======== Task data
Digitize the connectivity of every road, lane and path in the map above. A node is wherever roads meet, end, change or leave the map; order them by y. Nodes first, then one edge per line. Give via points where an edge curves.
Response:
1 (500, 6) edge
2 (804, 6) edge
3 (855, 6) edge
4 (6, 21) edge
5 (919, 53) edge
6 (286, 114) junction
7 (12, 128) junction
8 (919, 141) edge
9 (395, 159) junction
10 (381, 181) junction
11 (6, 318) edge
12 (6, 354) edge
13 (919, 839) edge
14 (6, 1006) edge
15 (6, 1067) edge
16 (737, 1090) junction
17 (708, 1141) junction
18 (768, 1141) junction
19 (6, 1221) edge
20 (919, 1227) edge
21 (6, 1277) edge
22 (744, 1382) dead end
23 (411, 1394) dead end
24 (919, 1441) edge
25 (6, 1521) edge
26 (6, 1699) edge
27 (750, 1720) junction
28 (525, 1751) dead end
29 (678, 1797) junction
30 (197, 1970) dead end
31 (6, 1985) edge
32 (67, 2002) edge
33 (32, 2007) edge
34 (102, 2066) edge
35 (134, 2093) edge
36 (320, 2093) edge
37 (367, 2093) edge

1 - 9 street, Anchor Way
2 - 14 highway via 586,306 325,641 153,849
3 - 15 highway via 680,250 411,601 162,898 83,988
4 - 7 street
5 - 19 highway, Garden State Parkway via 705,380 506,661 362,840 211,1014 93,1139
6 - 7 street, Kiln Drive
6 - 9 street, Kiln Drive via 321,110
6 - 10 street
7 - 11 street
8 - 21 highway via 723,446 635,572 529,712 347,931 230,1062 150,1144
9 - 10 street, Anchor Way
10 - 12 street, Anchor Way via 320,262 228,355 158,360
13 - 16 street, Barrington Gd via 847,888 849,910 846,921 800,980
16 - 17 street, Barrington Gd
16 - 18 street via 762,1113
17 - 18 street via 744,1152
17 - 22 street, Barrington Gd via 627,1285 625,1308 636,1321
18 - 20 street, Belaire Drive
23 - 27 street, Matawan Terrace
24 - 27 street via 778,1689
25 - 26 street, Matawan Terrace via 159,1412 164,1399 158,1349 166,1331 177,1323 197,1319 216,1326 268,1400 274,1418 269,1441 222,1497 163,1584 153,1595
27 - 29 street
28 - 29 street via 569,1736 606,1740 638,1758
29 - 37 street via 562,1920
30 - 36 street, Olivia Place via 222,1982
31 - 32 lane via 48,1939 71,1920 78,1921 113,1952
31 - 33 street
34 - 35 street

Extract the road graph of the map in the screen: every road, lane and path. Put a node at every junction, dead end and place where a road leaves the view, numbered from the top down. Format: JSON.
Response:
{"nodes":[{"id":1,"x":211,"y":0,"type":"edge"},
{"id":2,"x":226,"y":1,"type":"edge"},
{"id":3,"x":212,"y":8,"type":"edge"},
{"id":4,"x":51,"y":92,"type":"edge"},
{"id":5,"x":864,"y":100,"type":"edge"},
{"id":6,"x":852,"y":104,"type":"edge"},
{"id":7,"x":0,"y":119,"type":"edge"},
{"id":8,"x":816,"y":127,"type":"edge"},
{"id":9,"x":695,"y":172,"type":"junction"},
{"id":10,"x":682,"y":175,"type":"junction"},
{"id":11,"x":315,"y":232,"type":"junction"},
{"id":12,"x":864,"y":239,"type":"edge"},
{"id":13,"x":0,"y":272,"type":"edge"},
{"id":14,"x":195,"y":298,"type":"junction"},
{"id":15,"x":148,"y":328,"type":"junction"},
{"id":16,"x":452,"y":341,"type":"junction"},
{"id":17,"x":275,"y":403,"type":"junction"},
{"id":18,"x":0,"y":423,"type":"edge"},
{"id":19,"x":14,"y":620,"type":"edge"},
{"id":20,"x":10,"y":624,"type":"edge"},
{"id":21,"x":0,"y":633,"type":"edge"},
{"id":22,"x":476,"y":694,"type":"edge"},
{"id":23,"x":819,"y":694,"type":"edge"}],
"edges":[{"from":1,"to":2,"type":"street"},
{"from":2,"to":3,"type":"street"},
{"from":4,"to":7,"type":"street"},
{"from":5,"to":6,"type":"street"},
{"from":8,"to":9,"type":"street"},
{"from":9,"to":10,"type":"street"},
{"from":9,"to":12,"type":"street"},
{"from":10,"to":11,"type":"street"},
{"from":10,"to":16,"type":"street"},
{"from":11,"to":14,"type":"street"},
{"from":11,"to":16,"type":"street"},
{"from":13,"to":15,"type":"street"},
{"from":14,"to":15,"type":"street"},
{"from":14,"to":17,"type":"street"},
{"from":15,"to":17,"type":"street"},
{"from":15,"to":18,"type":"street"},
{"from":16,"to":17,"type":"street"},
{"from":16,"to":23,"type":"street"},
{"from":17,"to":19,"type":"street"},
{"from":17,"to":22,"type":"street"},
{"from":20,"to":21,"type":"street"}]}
================
[Problem to solve] Report all lines of the data that include the word "Matawan".

[Solution]
23 - 27 street, Matawan Terrace
25 - 26 street, Matawan Terrace via 159,1412 164,1399 158,1349 166,1331 177,1323 197,1319 216,1326 268,1400 274,1418 269,1441 222,1497 163,1584 153,1595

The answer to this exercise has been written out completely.